Civitas
+44 (0)20 7799 6677

Patient safety needs openness, not point-scoring

Civitas, 15 January 2009

Trawling over the health press I’d missed in a week’s holiday yesterday, this headline has got to be the winner: ‘Deaths from hospital blunders soar 60% in two years as NHS staff ‘abandon quality of care to chase targets’ says the Daily Mail. Really?

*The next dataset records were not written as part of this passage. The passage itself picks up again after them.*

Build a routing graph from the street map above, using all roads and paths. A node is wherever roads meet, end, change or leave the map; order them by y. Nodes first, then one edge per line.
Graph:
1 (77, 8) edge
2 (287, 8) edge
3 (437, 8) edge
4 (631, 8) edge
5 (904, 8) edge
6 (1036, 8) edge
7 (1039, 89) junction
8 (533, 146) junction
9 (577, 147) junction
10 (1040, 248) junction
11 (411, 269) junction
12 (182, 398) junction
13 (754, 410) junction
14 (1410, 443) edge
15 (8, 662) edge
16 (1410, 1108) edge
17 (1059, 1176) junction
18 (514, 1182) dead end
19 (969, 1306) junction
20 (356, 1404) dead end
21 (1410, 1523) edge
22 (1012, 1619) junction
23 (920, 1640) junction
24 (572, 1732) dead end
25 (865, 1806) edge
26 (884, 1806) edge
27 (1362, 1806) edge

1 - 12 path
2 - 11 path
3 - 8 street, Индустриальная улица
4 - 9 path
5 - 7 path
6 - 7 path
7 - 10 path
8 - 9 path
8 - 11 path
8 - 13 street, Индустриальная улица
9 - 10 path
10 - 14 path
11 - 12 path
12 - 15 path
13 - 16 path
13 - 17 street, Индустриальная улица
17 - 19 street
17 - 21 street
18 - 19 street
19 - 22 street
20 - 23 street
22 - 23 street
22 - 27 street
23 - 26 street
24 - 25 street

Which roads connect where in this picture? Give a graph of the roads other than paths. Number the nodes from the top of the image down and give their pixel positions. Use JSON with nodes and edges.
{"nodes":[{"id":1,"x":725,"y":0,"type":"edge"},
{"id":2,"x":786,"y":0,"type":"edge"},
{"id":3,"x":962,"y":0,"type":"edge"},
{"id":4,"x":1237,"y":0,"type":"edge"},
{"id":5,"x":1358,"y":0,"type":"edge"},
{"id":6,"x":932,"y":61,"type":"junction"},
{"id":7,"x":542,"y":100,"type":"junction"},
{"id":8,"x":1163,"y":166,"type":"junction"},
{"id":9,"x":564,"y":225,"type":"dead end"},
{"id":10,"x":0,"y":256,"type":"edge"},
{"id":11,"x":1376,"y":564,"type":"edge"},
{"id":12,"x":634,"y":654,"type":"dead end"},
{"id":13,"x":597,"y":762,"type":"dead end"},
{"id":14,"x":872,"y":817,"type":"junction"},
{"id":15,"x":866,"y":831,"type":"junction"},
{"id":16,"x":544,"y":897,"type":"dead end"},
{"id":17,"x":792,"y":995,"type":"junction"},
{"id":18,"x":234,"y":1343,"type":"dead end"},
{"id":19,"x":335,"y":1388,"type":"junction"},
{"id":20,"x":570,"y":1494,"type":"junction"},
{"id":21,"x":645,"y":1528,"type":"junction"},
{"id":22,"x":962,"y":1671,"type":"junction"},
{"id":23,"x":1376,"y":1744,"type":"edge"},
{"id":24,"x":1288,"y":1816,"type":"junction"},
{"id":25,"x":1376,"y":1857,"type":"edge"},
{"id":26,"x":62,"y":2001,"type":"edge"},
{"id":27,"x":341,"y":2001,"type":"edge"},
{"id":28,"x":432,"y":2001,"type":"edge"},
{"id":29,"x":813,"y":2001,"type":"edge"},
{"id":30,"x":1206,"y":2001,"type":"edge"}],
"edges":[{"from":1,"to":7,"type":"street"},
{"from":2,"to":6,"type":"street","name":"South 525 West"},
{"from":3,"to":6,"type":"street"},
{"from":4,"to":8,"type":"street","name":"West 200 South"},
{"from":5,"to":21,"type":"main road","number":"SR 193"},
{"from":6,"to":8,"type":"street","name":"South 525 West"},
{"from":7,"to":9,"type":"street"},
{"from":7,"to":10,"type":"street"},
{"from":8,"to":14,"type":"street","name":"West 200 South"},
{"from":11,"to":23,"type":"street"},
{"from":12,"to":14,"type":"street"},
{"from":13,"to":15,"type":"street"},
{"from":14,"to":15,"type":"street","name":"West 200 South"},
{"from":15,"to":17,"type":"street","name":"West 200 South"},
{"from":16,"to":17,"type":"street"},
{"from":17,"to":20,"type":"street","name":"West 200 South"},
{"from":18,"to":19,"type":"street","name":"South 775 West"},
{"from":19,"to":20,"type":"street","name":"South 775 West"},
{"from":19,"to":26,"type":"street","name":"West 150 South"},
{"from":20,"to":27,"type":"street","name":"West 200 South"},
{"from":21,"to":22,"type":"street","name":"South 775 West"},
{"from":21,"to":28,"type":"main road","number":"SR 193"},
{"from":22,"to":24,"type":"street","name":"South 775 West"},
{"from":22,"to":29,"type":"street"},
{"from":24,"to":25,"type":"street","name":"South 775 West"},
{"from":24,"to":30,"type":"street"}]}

I’m a huge critic of the use of targets in any public sector organisation, particularly one as complex as health care and, unquestionably, they have distorted and interfered with clinicians’ ability to deliver the optimum care. Targets may, as previous reports by the Healthcare Commission into tragedies such as Maidstone & Tunbridge Wells show, have also killed by distracting organisations from the importance of patient safety and the first maxim of medicine: do no harm.
However, to claim that deaths from hospital blunders have soared 60 per cent due to targets is fallacious, on two fronts. First, there is no statistical evidence provided that links the ‘blunders’ to targets; it is shameless political point-scoring (again, I’m not saying there are not instances where targets have led to blunders, but there is certainly no evidence targets have caused them to increase by 60 per cent over the past two years).
But more foolhardy is the base statistic: the claim that hospital blunders themselves have risen by 60 per cent in the past two years. If they had, it would be truly shocking. But the statistic is actually based on the reporting of incidents to the NPSA; which, as the article later acknowledges, is in its infancy. The 60 per cent increase is probably almost solely down to trusts reporting adverse incidents to it for the first time.
Such public reporting is part of a vital change in cultural attitudes to patient safety, promoting openness and transparency. Only by such reporting can we start to learn why adverse incidents happen, which is often a very complex matter. As numerous studies have shown, the source of most errors is not individual malpractice, but the systems or the context in which mistakes occur.
No-one is denying that too many mistakes are made, both in the NHS and in health systems more generally. The fact that between 8.7 and 10 per cent of stays in NHS hospitals typically involve mistakes (according to a comprehensive study of medical records by an expert) is tragic. As is the fact that rates are similar elsewhere. But punitive attitudes to medical errors or other unsatisfactory aspects of care assume that complaints, threats and menaces are the only way to ensure improvement. This is a trend worth opposing. As the intelligent controlled trial by Atul Gawande and his colleagues at the WHO shows only too clearly, an open approach based on clinical engagement and learning is far more effective. Through his work we now have a tried and tested checklist that can really have an impact on patient safety.
Politicians and journalists should be wary of the impact of what they preach.